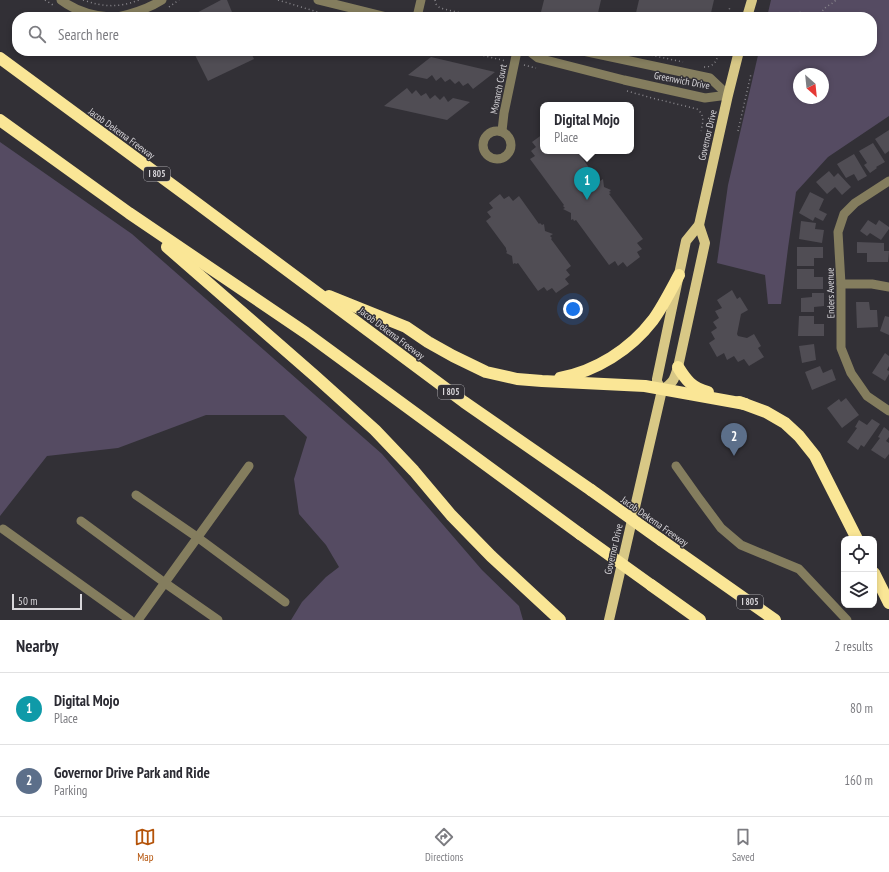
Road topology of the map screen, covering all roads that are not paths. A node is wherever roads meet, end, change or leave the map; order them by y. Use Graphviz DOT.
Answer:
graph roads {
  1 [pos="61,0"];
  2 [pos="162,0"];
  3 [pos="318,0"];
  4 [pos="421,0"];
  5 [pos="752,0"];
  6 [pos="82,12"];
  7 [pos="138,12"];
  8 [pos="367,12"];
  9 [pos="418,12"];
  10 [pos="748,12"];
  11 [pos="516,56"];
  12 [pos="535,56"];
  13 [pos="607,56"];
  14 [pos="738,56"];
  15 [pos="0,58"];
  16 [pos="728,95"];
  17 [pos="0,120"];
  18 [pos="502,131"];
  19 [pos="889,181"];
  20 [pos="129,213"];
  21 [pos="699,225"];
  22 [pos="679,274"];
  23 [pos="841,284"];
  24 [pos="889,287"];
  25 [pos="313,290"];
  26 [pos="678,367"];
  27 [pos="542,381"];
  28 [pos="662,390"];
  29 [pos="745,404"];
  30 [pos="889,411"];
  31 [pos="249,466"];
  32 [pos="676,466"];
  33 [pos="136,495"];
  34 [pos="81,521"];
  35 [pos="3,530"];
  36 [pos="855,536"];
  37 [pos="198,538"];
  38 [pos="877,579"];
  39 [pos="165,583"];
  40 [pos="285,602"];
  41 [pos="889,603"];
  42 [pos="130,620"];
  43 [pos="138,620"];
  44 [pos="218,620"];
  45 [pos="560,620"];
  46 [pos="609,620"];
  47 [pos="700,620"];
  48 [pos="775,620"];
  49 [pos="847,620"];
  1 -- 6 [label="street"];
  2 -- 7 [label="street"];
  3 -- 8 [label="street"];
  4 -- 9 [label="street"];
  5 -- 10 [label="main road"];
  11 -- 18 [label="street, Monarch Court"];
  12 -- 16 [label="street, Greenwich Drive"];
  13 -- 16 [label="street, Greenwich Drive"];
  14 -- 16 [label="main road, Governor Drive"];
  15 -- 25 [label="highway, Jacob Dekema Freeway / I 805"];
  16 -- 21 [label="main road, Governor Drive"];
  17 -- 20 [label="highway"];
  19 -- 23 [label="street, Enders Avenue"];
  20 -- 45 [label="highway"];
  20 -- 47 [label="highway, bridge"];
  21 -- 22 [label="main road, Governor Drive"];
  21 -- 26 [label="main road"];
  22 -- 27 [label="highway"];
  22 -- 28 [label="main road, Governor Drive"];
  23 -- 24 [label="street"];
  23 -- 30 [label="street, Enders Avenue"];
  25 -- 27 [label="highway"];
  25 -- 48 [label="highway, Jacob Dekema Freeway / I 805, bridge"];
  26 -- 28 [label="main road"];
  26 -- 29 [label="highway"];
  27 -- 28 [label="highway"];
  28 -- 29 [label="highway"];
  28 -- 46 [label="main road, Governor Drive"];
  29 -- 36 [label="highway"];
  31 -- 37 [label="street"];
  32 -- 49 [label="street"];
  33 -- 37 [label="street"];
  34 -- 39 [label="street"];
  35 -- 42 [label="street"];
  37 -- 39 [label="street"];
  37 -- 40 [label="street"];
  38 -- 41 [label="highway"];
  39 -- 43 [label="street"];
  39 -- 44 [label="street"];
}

=======

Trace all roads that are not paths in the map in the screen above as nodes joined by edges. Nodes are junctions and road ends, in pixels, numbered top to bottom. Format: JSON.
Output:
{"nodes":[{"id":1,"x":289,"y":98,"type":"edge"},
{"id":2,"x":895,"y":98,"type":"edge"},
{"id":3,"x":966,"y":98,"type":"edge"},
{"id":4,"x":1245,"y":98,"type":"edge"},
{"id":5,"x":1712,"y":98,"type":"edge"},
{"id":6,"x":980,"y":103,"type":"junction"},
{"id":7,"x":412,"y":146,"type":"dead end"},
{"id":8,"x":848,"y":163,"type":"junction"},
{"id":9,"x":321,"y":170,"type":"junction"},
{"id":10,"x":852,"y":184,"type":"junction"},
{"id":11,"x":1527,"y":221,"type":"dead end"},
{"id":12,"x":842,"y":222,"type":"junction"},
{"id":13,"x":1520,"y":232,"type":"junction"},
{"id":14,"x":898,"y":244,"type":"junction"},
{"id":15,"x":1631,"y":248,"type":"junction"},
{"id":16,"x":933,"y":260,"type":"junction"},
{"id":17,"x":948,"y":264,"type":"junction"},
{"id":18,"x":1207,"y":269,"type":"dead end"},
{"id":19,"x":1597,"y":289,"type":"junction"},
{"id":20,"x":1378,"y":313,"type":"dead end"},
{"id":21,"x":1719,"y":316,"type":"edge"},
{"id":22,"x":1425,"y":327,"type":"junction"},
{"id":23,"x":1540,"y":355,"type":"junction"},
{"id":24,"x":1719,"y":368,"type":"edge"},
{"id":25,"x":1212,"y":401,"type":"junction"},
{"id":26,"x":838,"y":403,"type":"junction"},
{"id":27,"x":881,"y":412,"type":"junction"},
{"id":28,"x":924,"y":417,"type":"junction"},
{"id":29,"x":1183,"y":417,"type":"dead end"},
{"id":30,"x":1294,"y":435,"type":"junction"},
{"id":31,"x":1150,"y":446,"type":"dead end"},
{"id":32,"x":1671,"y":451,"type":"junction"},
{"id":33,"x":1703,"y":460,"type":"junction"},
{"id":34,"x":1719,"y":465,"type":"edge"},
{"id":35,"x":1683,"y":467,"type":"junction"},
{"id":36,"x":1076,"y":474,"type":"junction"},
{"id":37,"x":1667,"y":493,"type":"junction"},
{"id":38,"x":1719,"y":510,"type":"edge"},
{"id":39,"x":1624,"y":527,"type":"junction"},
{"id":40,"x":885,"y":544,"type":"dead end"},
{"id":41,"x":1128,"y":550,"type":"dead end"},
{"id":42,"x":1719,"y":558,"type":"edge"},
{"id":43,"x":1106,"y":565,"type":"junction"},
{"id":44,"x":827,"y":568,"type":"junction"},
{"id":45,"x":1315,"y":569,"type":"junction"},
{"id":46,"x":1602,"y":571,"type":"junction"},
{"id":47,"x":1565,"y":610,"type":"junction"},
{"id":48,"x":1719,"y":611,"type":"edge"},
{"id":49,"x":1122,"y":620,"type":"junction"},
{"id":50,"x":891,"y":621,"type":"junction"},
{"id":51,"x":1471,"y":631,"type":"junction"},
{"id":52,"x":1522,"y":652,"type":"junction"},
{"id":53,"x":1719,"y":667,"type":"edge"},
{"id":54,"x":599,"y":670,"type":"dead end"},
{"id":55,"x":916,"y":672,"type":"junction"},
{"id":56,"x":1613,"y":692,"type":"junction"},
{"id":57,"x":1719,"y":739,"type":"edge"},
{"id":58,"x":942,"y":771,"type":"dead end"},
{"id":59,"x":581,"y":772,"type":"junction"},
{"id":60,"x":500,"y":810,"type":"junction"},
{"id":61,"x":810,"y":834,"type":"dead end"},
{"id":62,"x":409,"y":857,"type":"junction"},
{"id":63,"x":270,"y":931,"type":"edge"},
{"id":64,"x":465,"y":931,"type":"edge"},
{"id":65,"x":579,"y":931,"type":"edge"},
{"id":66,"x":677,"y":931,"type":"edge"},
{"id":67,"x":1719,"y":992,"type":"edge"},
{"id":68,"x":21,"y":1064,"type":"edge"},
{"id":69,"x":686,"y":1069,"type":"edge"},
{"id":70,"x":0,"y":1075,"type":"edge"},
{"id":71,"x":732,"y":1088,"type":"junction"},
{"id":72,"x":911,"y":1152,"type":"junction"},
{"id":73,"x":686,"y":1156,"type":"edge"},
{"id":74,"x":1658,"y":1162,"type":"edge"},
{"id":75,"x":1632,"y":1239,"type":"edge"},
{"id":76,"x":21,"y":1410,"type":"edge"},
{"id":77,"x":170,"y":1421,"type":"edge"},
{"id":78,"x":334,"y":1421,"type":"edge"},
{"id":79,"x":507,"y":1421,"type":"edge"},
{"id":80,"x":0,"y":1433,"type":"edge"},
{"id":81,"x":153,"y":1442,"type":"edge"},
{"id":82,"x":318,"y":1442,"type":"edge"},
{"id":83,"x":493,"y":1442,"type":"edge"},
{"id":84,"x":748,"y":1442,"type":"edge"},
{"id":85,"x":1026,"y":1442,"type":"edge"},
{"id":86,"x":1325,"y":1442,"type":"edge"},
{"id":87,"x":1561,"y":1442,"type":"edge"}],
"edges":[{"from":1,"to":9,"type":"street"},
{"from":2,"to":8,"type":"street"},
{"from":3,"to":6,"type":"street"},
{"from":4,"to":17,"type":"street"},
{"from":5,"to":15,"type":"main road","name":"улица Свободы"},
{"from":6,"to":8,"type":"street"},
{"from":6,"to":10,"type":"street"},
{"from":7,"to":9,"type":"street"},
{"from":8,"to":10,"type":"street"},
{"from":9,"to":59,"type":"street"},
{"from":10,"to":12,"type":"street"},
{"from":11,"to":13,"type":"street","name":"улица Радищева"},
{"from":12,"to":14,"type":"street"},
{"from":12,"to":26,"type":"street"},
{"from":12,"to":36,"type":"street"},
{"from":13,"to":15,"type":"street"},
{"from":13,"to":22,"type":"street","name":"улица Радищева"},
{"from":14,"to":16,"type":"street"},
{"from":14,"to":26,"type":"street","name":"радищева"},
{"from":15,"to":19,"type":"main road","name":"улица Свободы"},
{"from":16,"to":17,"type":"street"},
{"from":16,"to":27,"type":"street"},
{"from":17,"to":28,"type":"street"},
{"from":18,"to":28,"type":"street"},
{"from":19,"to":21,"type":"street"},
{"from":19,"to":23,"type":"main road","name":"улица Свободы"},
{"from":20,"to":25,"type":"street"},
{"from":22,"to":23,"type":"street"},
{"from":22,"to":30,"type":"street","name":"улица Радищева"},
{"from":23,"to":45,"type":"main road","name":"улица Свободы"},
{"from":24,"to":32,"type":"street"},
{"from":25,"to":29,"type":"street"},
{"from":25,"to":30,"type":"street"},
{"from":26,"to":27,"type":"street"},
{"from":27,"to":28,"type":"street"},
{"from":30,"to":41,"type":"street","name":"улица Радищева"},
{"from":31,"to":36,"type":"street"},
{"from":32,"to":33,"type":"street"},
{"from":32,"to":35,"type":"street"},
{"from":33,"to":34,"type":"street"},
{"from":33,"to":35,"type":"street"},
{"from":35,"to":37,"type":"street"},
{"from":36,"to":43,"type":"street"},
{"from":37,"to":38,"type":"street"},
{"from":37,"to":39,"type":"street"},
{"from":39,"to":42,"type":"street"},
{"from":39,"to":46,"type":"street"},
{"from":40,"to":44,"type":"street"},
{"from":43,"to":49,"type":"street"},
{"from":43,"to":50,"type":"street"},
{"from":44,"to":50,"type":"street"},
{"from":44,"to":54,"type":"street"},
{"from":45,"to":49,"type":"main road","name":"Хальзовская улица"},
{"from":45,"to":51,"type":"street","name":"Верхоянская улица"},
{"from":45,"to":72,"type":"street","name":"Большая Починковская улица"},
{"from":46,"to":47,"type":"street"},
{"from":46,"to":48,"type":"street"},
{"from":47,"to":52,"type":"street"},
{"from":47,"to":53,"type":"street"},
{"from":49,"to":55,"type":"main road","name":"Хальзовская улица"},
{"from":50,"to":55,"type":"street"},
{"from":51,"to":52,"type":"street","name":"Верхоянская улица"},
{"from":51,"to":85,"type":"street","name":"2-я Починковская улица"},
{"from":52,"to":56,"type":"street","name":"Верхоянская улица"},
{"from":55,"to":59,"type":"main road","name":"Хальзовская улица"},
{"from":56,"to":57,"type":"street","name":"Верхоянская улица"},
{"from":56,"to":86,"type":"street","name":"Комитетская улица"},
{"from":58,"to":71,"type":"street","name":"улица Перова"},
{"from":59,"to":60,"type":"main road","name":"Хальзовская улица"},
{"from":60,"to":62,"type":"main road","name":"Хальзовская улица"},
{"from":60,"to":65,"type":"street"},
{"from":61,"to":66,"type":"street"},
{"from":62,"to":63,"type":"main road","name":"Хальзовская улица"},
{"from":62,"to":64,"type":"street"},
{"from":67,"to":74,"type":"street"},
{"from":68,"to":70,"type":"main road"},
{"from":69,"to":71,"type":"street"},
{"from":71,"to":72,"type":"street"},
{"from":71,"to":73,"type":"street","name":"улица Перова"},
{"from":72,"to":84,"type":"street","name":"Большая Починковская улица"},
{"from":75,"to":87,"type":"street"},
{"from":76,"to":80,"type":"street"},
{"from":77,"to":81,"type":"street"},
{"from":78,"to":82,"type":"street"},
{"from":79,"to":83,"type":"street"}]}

=======

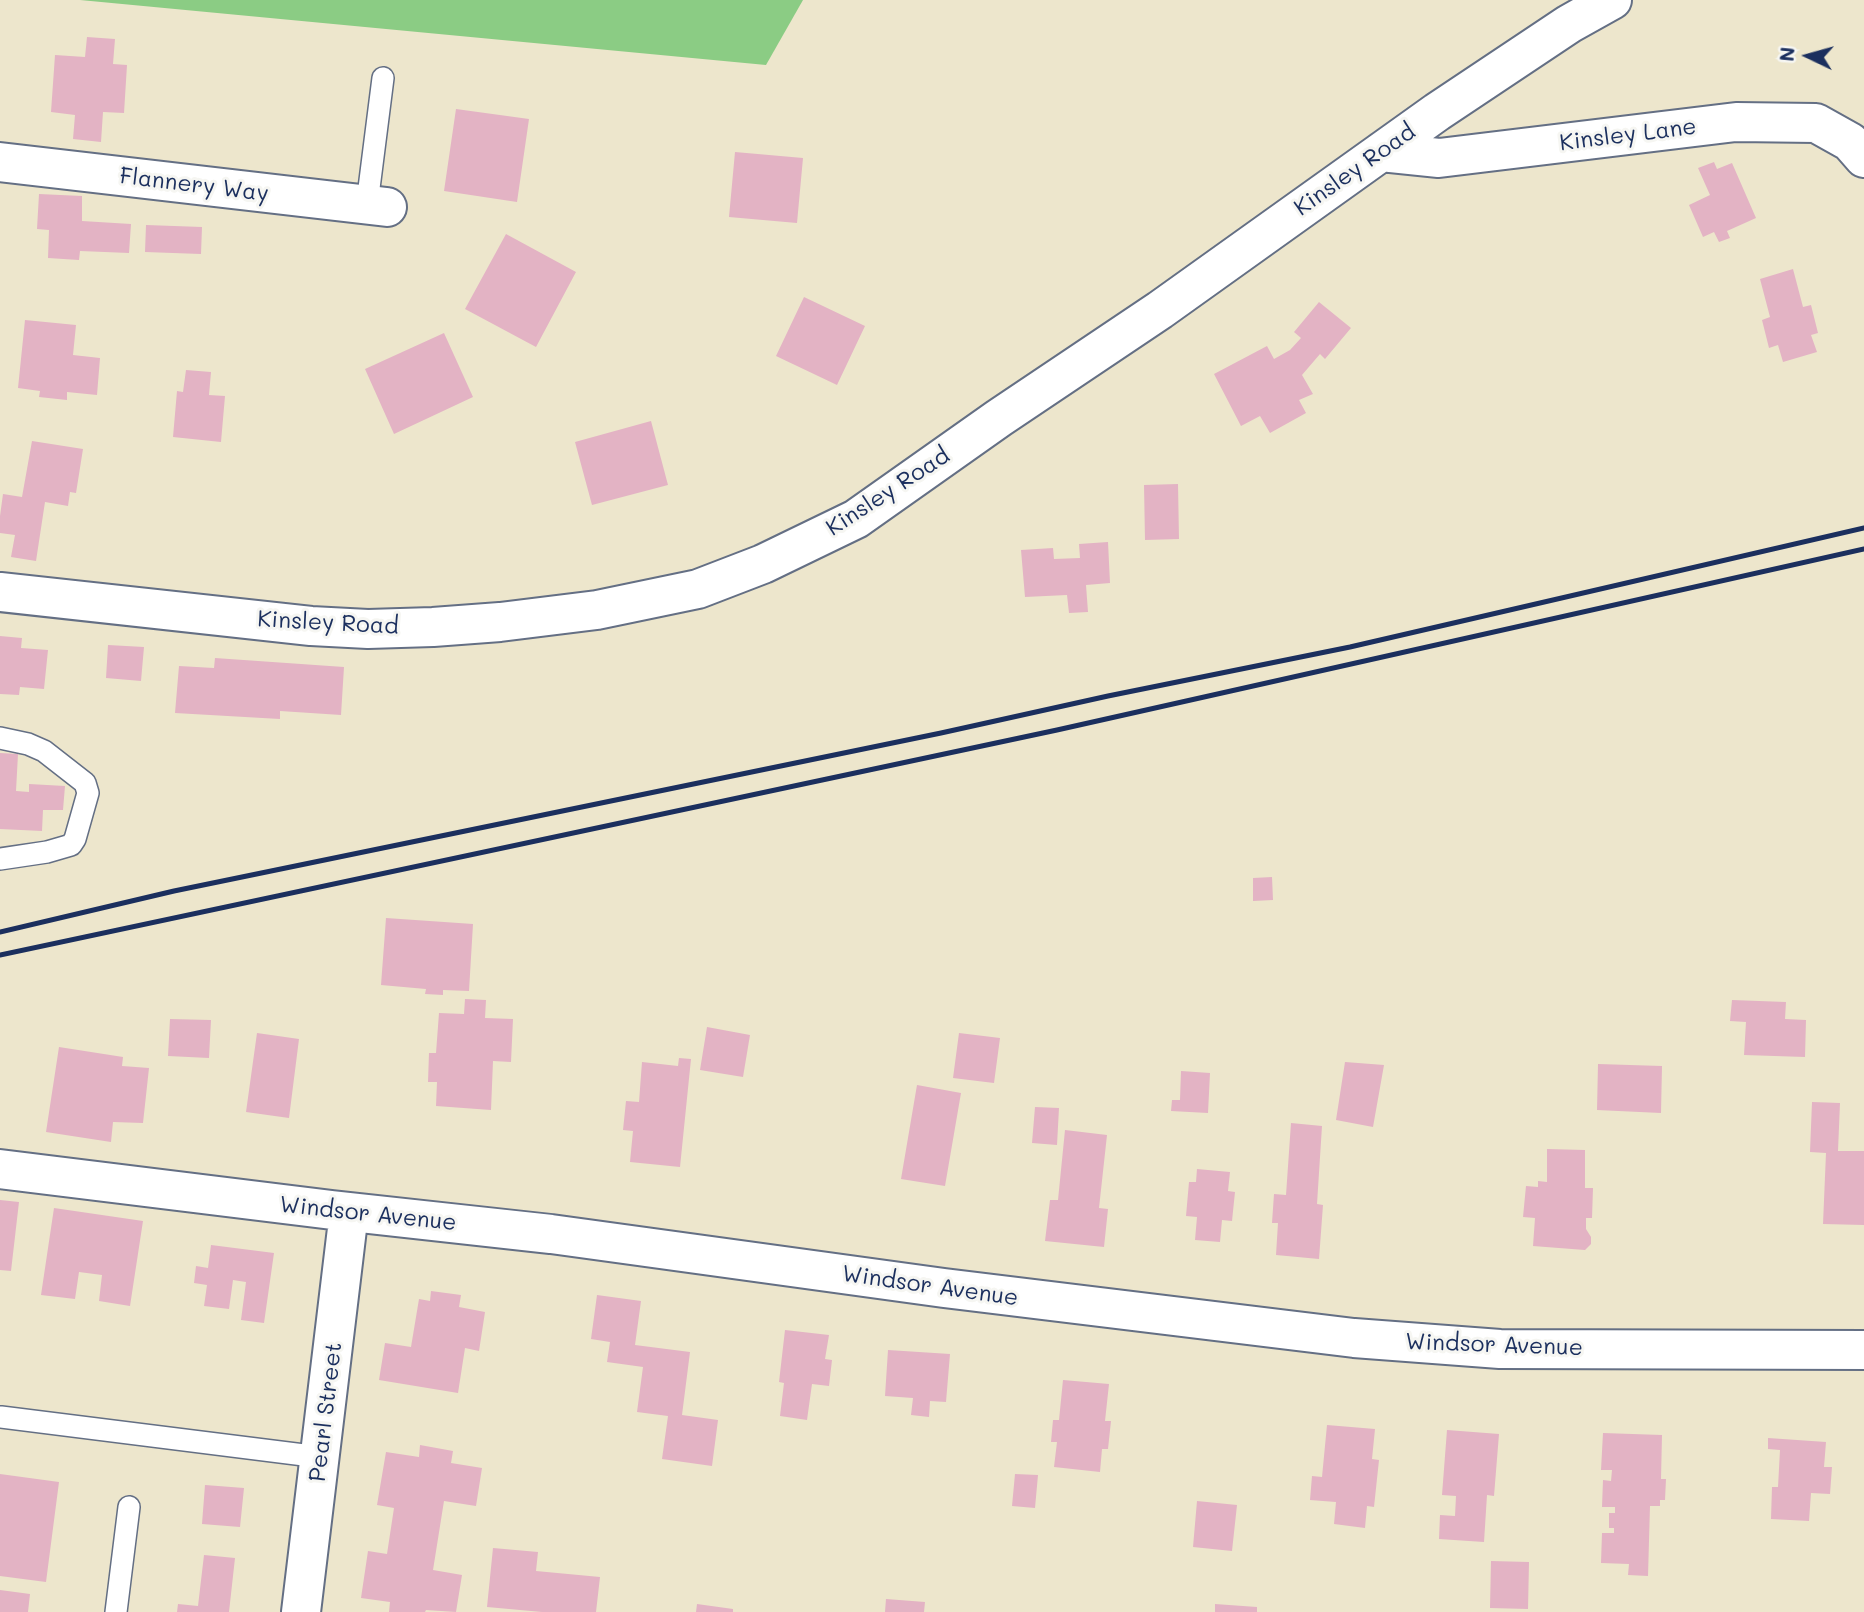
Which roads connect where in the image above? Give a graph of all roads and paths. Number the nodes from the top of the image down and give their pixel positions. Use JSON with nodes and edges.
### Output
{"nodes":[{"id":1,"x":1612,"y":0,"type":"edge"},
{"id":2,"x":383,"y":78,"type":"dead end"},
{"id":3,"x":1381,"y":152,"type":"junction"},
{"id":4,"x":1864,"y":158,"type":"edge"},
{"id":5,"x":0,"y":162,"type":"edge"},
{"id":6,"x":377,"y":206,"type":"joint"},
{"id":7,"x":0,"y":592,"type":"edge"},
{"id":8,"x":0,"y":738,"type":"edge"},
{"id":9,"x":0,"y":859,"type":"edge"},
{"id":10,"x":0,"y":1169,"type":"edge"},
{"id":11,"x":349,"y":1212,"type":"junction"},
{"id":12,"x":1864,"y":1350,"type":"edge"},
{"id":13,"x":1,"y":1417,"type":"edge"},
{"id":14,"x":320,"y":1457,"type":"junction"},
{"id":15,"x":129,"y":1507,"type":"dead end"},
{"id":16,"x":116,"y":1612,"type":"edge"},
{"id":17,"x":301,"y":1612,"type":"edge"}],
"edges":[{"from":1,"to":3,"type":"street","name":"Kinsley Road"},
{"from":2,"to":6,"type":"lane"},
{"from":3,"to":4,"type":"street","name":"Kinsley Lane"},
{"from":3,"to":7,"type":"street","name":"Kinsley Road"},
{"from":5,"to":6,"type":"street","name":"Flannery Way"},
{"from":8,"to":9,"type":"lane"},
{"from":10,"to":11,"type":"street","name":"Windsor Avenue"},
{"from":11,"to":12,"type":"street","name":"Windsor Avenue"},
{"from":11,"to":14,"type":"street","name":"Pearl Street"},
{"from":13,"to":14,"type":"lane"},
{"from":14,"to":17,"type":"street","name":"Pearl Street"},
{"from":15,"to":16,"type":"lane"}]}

=======

What you are asked to do> Copy out all lines of the listing where the word "Верхоянская" appears.

Response to this exercise>
{"from":45,"to":51,"type":"street","name":"Верхоянская улица"},
{"from":51,"to":52,"type":"street","name":"Верхоянская улица"},
{"from":52,"to":56,"type":"street","name":"Верхоянская улица"},
{"from":56,"to":57,"type":"street","name":"Верхоянская улица"},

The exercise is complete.